Figure 7. IgG4 has no antitumoral effector…
Figure 7. IgG4 has no antitumoral effector functions in vivo and blocks tumor-specific IgG1 function.
(A) Anti-CSPG4 IgG1 antibody is capable of restricting the growth of subcutaneous melanoma lesions in NSG mice engrafted with human immune effector cells, while tumors in mice treated with an anti-CSPG-4 IgG4 antibody or coadministered with anti-CSPG4 IgG1 and IgG4 antibodies grow similarly to those from mice treated with nonspecific antibody or vehicle alone (n = 7 mice per group; mean ± SEM tumor volume in mm3). *P < 0.05, ***P < 0.001, 2-way ANOVA with Bonferroni post-hoc test. Data are representative of 2 experiments. (B) Representative NanoSPECT/CT images of Indium-111–labeled anti-CSPG4 IgG4 antibody (red), demonstrating accumulation of antibody in subcutaneous melanoma lesions at 20 minutes, 8 hours, and 24 hours following intravenous administration (n = 3). (C) Representative immunohistological images and (D) quantitative analyses of sections from human melanoma tumors grown in NSG mice treated with vehicle alone, anti-CSPG4 IgG1, anti-CSPG4 IgG4, or a combination of anti-CSPG4 IgG1 plus anti-CSPG4 IgG4 antibody, demonstrating elevated levels of human CD68+ (brown) immune cell infiltration in human xenograft tumors in animals treated with anti-CSPG4 IgG1 antibody. Horizontal bar indicate the mean, and individual symbols indicate individual tumors. Scale bar: 50 μm; original magnification ×20. ***P < 0.001.
Figure 8. Elevated levels of IgG4 antibodies…
Figure 8. Elevated levels of IgG4 antibodies in patient sera correlate with patient survival.

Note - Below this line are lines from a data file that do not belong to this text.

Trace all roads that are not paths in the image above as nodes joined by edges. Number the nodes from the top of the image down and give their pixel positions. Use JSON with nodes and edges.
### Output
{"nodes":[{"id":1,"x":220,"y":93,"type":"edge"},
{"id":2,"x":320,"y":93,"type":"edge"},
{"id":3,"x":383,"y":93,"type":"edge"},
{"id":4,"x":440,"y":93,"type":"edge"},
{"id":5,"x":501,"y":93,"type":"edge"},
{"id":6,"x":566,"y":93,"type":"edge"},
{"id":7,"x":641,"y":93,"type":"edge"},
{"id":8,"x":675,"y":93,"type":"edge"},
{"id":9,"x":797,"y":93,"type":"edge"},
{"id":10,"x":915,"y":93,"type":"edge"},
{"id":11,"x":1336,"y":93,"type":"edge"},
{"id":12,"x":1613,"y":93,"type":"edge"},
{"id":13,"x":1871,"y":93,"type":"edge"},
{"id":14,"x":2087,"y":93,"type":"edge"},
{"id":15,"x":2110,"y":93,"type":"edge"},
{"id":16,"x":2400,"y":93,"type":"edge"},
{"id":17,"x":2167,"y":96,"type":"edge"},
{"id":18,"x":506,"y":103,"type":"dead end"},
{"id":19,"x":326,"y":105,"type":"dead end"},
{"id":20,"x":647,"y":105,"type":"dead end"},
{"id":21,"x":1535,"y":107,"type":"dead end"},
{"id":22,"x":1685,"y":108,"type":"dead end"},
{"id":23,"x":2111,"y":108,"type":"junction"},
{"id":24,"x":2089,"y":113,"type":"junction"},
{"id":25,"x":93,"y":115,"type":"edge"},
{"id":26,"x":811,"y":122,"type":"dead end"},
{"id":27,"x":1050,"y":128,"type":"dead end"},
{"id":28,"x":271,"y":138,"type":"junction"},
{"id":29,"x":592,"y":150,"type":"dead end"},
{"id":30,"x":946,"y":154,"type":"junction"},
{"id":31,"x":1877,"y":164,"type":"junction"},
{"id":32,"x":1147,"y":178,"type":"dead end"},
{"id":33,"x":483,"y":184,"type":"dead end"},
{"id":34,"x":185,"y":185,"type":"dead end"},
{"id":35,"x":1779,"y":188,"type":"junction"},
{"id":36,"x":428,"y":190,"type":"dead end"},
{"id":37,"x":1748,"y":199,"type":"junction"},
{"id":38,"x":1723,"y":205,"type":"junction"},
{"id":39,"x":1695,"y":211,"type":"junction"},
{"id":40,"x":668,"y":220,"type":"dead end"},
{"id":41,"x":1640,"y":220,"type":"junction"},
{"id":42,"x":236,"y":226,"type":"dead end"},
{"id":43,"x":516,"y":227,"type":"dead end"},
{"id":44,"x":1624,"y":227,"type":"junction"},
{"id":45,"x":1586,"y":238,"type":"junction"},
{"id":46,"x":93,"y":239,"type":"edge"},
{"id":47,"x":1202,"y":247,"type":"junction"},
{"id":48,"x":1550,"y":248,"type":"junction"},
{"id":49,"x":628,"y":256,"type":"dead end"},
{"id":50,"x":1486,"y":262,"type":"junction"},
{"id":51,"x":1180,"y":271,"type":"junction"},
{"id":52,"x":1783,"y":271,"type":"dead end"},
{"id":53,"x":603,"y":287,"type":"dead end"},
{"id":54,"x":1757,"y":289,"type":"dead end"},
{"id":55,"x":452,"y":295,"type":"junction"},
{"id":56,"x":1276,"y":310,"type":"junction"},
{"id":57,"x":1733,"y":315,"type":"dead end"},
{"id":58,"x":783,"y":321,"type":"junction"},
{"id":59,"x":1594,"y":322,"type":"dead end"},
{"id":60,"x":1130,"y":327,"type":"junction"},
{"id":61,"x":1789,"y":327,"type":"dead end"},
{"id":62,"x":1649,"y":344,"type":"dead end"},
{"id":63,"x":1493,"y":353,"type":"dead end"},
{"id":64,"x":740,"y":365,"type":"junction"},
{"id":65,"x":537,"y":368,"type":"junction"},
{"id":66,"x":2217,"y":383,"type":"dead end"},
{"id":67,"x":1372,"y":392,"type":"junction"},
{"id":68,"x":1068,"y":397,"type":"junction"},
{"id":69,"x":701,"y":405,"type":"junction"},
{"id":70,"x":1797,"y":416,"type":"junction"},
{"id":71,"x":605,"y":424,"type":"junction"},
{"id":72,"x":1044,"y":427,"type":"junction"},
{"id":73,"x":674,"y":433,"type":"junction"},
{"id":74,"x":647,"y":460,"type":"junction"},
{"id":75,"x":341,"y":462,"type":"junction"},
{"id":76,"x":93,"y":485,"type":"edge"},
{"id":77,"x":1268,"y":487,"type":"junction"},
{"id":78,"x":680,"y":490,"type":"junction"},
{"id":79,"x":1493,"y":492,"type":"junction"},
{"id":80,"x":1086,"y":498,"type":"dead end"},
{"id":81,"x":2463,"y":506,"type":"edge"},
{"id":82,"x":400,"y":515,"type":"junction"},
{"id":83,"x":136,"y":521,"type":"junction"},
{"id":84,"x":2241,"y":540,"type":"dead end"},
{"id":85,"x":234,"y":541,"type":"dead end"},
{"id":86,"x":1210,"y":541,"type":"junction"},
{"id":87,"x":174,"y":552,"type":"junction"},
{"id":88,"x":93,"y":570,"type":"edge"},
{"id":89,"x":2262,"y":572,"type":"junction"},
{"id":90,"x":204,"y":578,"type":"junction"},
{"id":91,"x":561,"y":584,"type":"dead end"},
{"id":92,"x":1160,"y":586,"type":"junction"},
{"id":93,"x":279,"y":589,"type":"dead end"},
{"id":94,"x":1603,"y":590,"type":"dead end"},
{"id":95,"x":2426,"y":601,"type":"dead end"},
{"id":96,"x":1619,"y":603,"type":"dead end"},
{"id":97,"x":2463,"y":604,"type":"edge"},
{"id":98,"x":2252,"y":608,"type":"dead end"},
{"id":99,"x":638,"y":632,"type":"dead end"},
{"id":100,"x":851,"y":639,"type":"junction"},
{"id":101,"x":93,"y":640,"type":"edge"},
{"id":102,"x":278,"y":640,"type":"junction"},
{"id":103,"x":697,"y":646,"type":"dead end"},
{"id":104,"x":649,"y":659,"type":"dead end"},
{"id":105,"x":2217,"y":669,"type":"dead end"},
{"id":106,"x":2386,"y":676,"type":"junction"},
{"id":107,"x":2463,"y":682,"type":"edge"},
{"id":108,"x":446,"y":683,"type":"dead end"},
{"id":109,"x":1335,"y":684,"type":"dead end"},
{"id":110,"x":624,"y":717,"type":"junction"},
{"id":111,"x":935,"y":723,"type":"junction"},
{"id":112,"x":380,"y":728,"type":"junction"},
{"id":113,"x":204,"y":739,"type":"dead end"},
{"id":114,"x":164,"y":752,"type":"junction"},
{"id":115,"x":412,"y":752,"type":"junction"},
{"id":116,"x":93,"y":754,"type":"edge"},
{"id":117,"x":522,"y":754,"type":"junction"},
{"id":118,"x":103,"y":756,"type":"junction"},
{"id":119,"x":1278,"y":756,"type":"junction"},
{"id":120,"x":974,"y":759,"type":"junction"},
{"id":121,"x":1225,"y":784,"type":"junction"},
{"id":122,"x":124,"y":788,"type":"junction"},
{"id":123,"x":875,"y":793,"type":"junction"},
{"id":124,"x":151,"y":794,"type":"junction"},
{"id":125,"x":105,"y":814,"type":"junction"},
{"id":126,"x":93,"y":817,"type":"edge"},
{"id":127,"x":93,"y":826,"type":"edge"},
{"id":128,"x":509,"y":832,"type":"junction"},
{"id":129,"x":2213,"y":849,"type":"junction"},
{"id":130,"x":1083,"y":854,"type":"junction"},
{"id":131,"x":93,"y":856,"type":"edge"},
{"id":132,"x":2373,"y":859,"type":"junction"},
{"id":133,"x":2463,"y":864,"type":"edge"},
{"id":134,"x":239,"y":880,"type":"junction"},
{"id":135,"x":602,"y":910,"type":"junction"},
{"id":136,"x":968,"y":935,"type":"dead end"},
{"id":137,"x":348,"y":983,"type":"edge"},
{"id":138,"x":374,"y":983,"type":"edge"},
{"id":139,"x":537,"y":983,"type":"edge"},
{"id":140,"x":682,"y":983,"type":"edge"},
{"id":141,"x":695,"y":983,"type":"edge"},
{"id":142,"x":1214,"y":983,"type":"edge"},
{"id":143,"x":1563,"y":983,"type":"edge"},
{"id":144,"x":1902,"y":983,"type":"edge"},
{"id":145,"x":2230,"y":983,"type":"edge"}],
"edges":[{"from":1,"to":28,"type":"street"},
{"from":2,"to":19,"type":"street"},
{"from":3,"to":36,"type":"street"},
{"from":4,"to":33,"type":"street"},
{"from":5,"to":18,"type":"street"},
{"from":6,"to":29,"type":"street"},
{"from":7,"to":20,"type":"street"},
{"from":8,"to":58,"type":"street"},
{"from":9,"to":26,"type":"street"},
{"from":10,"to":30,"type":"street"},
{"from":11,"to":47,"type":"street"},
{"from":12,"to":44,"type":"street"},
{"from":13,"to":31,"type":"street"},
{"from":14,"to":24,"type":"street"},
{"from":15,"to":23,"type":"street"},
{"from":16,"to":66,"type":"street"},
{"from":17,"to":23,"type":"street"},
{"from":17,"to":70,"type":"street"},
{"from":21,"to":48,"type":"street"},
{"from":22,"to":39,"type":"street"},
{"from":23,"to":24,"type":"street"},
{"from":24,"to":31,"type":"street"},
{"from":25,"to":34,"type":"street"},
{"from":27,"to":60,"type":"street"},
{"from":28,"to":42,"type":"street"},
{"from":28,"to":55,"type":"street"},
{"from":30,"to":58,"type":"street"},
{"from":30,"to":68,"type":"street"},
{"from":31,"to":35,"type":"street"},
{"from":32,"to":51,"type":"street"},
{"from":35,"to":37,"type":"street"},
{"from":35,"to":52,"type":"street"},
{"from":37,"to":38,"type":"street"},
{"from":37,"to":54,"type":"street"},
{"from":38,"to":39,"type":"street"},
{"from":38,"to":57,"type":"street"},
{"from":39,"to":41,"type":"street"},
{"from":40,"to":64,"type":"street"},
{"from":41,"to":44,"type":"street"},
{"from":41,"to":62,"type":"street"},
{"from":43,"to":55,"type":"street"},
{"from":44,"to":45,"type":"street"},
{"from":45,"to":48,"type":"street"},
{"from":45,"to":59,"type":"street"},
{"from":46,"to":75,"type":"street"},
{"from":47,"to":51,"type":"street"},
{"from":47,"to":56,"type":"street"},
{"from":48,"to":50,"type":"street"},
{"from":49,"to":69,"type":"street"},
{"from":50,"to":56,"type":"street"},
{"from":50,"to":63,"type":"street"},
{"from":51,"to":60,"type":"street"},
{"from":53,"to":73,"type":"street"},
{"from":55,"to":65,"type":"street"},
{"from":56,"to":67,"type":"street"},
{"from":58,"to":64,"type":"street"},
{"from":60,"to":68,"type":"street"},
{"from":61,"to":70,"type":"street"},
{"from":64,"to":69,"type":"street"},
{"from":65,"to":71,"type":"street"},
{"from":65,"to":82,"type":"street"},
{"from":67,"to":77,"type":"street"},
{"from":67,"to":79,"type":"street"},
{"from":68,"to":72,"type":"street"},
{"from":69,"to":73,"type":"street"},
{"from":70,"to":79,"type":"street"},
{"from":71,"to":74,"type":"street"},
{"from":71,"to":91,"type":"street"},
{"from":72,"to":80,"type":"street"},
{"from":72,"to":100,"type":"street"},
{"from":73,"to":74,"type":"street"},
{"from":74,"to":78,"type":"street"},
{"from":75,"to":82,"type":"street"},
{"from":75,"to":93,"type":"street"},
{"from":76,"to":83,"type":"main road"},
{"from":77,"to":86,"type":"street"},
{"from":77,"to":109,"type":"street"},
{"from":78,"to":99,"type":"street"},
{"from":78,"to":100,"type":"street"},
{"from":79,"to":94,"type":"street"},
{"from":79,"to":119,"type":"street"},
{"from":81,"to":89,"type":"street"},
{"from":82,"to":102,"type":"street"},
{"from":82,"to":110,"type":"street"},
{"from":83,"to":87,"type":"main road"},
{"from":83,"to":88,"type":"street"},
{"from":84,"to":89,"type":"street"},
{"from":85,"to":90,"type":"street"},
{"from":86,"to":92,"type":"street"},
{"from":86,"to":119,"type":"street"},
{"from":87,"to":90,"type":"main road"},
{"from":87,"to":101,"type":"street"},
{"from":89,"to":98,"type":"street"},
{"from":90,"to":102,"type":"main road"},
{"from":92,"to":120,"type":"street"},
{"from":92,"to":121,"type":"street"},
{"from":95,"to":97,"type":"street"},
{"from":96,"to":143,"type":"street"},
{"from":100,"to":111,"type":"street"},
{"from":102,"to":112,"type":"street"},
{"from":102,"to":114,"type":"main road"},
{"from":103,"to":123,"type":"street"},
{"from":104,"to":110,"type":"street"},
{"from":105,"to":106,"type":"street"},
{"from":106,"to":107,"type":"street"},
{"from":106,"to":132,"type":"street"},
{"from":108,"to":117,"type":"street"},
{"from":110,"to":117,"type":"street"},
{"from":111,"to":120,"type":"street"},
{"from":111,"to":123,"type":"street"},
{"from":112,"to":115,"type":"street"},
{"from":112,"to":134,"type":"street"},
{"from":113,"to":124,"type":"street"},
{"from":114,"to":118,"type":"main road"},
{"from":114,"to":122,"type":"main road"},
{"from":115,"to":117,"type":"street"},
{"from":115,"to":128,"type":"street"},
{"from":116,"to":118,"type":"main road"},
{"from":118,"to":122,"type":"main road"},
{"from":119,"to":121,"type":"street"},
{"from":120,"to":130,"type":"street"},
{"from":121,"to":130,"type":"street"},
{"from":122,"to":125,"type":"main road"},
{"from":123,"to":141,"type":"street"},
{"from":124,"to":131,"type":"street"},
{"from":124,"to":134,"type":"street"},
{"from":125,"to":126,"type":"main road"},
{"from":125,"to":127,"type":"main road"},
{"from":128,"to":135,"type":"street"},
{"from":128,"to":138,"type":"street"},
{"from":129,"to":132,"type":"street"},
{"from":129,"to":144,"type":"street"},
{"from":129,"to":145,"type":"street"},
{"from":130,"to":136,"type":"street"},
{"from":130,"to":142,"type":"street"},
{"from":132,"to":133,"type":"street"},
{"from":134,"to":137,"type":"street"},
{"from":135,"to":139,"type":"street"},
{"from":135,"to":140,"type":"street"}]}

(A) IgG subclass ELISA evaluations of sera from 33 patients with stage III and IV melanoma were evaluated using Spearman correlation analyses for IgGsubclass/IgGtotal, fractions in relation to patient survival (months), showing a statistically significant negative correlation between IgG4 fraction only (r = –0.32; P = 0.00353). (B) Kaplan-Meier cumulative survival analysis of overall patient survival was compared with respect to IgG4/IgGtotal fractions (stratified according to fractions above (blue) or below (black) the 75 percentile of the IgG4/IgGtotal fractions measured from the 33 metastatic melanoma patient cohort), indicating that high IgG4/IgGtotal ratios in sera are associated with a significantly lower overall survival (P = 0.003; hazard ratio 0.19; 95% CI 0.0635–0.5685).